··· Information supplied
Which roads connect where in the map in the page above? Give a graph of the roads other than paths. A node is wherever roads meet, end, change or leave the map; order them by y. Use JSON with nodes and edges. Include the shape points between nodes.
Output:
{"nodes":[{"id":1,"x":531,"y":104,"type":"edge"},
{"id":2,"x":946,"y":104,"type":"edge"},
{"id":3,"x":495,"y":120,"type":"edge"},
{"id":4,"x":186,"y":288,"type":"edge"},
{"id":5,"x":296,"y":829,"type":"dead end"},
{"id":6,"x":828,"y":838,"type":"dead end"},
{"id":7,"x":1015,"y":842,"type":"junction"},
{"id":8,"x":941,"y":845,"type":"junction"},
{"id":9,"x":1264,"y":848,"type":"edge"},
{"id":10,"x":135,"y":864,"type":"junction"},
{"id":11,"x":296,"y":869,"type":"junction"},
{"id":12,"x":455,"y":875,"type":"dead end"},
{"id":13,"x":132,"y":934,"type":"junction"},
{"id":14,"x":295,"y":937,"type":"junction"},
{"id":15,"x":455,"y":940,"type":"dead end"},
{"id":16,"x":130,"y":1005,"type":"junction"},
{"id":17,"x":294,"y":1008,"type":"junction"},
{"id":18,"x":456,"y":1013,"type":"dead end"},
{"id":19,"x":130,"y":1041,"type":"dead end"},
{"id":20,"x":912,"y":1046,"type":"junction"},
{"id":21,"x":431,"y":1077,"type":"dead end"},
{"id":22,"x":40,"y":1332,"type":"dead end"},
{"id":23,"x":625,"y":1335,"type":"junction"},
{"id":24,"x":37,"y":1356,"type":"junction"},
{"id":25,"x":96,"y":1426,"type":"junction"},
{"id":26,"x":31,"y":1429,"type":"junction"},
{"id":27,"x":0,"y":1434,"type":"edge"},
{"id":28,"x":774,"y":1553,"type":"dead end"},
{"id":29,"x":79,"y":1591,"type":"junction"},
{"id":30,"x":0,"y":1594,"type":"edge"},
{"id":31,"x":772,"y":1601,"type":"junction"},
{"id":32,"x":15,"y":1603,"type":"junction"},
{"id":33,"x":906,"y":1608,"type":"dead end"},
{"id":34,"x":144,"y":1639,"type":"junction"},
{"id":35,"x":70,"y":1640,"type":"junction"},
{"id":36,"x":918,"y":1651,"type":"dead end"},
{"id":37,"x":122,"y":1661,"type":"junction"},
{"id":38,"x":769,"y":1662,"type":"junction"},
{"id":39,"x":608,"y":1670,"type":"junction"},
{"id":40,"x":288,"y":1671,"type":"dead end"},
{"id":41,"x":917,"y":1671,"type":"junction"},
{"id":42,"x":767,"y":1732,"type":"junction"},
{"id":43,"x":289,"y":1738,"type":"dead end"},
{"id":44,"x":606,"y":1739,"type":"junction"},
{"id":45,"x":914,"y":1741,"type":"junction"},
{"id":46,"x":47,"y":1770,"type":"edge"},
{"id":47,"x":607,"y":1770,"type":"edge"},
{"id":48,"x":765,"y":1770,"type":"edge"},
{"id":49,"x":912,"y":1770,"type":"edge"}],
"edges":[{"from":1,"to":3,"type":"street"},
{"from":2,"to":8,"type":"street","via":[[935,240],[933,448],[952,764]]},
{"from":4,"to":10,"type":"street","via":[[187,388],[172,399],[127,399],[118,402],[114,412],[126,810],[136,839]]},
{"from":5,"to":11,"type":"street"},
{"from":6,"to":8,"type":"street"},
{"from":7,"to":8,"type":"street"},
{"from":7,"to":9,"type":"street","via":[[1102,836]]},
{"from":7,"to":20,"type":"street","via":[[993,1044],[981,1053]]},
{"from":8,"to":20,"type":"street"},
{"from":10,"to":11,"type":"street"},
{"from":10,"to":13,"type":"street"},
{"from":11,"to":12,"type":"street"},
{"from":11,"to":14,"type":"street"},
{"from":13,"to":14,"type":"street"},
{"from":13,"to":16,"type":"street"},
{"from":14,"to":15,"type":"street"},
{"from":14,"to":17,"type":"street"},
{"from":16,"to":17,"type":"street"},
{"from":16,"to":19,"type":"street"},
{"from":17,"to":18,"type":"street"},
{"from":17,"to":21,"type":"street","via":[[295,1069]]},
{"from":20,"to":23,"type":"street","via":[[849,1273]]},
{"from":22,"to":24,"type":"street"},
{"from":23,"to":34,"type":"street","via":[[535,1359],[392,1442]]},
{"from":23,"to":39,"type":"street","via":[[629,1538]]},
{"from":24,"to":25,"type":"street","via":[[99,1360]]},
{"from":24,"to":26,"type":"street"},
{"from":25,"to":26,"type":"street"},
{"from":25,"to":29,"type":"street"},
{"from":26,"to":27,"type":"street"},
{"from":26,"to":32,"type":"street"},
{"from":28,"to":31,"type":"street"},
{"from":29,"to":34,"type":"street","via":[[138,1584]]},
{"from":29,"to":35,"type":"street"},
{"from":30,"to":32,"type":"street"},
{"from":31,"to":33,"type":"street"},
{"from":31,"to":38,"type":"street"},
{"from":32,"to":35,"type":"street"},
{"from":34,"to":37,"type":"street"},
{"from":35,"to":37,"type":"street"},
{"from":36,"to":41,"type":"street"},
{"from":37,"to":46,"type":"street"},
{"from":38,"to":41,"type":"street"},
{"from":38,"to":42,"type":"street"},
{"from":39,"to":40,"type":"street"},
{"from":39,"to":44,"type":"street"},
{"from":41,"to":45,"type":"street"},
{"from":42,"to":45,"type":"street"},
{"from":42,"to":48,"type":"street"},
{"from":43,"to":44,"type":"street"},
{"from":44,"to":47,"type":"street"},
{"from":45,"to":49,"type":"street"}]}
······
● Problem requirements
Pull from the data each line where the string "nodes" turns up.

● Task output
Which roads connect where in the map in the page above? Give a graph of the roads other than paths. A node is wherever roads meet, end, change or leave the map; order them by y. Use JSON with nodes and edges. Include the shape points between nodes.
{"nodes":[{"id":1,"x":531,"y":104,"type":"edge"},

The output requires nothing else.